While they are very different films, Poitras’ documentary could have also been titled Everything Everywhere All At Once. It is a film about connections and interconnectedness; between artistic scenes and eras, between art and life, and between the past and the present. Life experiences of years gone by echo in the present. Old friends return when we need them most, and our relationships see their meanings change and deepen as the story goes on. Life gives us material to make art and people learn that, through making art, they have been giving themselves valuable strategies for surviving. My favorite single scene in the film comes when Goldin and her PAIN colleagues organize a publicity event at New York City’s Guggenheim Museum. The jaw-dropping visual conceit is to have people in the upper decks of the gallery drop down pamphlets full of chilling opioid statistics onto the museum floor, all done up to look like prescription slips. The moving image Goldin creates of hundreds of pamphlets falling down like snow from fifty feet above us is as dynamic and cinematically overwhelming as just about any sequence in 2022 cinema.
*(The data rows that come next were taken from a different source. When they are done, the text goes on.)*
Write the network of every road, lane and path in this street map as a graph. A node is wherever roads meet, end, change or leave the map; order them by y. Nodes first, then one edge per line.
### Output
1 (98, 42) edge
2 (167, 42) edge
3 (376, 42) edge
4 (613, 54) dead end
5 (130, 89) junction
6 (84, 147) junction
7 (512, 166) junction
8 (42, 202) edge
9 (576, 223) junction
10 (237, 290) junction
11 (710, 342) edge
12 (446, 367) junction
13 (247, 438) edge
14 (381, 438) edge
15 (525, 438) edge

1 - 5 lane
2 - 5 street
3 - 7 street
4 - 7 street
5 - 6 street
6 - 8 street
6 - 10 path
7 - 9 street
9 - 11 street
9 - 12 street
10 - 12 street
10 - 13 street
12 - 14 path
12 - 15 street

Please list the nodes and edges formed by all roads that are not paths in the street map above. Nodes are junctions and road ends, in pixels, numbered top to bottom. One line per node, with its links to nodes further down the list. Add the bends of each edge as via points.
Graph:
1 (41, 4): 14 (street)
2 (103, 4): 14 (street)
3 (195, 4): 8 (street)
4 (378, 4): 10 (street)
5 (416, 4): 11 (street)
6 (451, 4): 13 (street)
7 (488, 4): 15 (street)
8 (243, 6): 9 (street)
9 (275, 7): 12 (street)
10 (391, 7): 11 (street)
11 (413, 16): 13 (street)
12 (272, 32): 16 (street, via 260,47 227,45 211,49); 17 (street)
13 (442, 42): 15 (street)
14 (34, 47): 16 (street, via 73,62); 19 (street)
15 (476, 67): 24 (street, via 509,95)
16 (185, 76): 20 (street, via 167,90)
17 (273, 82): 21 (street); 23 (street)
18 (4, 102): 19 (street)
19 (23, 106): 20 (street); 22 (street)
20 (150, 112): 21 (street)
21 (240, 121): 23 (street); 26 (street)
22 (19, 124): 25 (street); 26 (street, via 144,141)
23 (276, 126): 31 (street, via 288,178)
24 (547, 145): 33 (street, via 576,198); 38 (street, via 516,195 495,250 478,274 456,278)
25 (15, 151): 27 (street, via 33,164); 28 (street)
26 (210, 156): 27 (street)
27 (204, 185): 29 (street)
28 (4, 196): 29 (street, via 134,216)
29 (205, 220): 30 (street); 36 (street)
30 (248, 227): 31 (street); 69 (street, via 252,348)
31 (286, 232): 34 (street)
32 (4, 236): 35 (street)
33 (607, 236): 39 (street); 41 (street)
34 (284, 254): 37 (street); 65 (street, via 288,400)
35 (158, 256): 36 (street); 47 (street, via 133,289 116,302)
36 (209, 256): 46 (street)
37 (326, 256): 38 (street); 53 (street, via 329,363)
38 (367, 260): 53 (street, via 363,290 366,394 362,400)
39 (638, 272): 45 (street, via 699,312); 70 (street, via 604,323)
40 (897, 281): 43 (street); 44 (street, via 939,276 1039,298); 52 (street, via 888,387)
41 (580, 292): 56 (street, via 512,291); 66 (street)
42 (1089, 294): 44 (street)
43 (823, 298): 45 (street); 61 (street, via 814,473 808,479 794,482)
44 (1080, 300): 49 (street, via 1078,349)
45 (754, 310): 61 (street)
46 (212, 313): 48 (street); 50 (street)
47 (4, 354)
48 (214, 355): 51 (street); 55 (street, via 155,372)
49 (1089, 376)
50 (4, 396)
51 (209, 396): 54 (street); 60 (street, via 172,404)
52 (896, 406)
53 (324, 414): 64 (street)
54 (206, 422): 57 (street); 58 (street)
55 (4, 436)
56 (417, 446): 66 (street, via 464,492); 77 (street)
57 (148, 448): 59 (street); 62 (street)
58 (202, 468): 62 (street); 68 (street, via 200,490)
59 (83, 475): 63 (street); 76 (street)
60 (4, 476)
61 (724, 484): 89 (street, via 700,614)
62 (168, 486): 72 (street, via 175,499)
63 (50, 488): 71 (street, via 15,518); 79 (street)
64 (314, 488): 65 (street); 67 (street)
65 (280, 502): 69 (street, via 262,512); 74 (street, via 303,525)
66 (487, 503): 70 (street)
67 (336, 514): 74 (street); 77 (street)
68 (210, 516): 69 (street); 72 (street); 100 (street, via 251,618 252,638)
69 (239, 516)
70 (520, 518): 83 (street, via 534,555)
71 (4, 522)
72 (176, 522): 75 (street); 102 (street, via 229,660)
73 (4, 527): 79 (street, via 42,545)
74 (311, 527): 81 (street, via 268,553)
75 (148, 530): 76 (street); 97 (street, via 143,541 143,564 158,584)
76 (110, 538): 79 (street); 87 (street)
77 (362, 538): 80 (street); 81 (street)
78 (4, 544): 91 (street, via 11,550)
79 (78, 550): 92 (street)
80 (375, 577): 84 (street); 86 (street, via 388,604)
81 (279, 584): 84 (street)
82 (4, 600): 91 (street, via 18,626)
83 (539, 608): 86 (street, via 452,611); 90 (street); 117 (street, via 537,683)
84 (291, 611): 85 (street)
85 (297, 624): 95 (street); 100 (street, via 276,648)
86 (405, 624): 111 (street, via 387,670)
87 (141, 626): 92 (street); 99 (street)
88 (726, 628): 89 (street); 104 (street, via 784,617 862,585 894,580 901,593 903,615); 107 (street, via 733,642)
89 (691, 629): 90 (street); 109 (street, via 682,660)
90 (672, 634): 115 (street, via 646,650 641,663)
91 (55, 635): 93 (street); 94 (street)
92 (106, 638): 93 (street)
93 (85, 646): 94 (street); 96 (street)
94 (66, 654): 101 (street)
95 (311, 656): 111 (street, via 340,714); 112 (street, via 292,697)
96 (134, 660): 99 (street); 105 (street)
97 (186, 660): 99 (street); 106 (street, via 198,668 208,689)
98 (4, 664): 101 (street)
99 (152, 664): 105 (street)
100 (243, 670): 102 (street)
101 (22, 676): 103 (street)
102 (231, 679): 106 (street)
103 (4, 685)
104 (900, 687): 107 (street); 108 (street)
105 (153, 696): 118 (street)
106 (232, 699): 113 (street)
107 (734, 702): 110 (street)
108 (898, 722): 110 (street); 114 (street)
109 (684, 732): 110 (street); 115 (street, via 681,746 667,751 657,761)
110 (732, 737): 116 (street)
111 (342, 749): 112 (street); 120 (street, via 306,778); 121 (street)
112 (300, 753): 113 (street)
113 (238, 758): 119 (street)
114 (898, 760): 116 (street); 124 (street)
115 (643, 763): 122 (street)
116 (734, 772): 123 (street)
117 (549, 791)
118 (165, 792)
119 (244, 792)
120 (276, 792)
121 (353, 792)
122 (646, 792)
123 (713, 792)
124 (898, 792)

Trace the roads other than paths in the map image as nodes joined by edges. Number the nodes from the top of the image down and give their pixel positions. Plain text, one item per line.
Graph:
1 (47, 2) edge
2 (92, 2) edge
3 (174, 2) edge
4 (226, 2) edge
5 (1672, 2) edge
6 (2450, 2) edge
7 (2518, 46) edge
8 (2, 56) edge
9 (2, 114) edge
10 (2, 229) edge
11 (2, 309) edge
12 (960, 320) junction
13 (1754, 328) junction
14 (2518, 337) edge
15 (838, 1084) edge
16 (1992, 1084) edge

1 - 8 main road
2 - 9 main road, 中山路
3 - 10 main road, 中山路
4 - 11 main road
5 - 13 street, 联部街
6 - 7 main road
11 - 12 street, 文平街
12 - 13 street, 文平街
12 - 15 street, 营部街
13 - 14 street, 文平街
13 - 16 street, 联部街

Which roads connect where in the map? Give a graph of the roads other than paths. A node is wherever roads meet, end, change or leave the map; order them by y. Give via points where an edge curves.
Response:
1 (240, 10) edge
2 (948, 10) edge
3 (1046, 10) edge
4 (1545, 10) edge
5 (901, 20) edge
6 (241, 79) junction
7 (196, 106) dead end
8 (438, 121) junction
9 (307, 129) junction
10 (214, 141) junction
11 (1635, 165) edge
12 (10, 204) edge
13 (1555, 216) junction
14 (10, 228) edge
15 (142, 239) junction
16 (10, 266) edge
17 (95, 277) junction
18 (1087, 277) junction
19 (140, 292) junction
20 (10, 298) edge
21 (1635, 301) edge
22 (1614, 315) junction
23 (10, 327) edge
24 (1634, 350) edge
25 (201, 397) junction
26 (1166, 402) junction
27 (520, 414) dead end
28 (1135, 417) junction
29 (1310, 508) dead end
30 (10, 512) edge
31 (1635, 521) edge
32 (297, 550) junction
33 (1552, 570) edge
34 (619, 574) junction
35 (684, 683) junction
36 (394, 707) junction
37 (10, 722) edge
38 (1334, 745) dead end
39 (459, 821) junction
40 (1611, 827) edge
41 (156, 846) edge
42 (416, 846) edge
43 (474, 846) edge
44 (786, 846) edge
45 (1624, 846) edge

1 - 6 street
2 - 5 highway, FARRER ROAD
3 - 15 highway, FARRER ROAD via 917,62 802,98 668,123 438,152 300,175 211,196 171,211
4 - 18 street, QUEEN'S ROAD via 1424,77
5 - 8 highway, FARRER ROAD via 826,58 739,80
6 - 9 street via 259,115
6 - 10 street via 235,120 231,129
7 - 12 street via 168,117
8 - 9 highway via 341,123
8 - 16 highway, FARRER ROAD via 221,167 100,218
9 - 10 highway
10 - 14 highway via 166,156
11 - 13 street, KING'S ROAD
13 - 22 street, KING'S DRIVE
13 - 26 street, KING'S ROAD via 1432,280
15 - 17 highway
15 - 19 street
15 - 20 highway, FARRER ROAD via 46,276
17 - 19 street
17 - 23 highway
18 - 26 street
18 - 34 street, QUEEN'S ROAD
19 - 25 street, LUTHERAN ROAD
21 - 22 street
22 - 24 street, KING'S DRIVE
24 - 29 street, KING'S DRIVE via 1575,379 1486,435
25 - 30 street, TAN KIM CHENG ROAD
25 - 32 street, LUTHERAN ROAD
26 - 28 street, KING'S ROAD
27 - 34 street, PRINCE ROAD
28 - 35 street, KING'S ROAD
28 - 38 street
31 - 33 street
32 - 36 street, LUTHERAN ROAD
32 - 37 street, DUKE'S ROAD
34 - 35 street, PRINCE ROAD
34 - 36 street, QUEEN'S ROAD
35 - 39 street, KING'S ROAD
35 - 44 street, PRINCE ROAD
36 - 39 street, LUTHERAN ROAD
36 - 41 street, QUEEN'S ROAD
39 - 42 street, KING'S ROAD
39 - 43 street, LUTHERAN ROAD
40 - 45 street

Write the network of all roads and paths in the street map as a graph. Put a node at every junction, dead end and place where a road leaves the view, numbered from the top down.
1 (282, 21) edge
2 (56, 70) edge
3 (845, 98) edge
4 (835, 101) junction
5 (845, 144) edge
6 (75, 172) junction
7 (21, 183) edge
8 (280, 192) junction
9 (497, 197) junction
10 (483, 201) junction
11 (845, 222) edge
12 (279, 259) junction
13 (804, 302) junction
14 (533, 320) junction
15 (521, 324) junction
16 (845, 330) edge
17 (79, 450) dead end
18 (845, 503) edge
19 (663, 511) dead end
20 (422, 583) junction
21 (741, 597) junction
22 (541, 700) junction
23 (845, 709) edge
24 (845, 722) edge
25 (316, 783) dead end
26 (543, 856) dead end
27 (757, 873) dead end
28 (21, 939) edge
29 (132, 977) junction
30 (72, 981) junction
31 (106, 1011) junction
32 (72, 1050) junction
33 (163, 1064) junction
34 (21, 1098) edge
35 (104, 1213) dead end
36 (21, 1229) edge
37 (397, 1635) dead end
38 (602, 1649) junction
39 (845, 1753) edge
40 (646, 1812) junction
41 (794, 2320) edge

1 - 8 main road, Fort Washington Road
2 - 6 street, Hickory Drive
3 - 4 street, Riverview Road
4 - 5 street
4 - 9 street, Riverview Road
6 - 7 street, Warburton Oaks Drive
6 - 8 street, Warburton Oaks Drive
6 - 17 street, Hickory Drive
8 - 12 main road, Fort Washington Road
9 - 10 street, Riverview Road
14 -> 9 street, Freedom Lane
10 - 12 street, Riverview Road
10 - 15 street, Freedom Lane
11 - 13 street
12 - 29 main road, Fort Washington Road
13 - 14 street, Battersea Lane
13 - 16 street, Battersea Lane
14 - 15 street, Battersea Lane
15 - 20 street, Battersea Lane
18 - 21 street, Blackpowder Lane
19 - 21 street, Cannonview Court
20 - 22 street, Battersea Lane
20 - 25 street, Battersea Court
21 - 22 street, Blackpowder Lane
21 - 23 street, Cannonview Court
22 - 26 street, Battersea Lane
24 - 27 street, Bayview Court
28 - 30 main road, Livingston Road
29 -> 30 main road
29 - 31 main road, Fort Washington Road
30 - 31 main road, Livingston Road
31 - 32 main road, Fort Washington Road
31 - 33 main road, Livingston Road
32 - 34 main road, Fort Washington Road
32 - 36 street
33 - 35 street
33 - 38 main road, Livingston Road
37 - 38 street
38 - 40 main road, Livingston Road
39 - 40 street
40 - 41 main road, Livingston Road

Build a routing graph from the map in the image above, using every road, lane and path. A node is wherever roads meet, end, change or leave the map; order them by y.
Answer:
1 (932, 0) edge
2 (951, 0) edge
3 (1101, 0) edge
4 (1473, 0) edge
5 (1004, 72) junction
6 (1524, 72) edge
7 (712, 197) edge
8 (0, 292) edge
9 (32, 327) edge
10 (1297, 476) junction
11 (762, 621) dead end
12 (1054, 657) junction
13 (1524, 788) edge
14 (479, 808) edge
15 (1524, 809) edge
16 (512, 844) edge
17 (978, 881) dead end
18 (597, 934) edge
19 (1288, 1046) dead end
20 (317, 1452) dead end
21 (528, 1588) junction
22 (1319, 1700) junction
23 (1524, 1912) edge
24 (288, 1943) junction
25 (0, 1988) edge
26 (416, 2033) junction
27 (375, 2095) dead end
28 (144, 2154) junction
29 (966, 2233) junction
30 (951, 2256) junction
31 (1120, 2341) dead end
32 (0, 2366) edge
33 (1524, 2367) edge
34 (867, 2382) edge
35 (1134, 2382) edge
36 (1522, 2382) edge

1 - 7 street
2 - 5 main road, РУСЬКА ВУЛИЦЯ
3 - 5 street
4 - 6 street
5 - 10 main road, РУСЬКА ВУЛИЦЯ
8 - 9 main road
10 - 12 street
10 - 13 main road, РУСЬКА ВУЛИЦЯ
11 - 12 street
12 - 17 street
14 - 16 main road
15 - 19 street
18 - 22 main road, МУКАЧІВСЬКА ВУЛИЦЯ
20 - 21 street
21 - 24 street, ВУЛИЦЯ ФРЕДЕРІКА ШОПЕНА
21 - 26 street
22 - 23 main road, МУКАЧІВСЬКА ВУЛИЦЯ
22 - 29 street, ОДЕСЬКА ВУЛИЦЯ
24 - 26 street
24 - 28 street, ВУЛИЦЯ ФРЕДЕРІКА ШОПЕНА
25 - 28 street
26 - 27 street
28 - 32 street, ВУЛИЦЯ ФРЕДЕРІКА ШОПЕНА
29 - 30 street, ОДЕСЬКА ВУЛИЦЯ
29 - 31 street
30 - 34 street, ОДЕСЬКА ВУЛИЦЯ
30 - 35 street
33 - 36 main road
Nan Goldin’s technical talent (for photographic image-making) is beyond doubt, but what strikes you is her conceptual brilliance. The ability to think of the world in pictures, movement and ideas is what true artists have. For all the Sacklers’ pretentions as art patrons, Nan Goldin lays waste to the lie that they have any actual art in their souls. Their crimes against thousands are despicable enough but Goldin is repulsed at the perversion of art the Sackler name represents. Art is an illuminating fire of righteous truth. Nan weaponizes real art to turn it back on these frauds with all the furious indignation of a person who’s spent years staring down abusers and hypocrites. Six decades into a brilliant career, we have the joy of watching Nan Goldin fully metamorphize into an avenging super hero. Watching that blizzard of damning leaflets flutter down on a crowd of art lovers, I couldn’t shake the feeling that Goldin would probably make a hell of a filmmaker if she ever tired her hand at it. Like I say, she’s got everything she needs.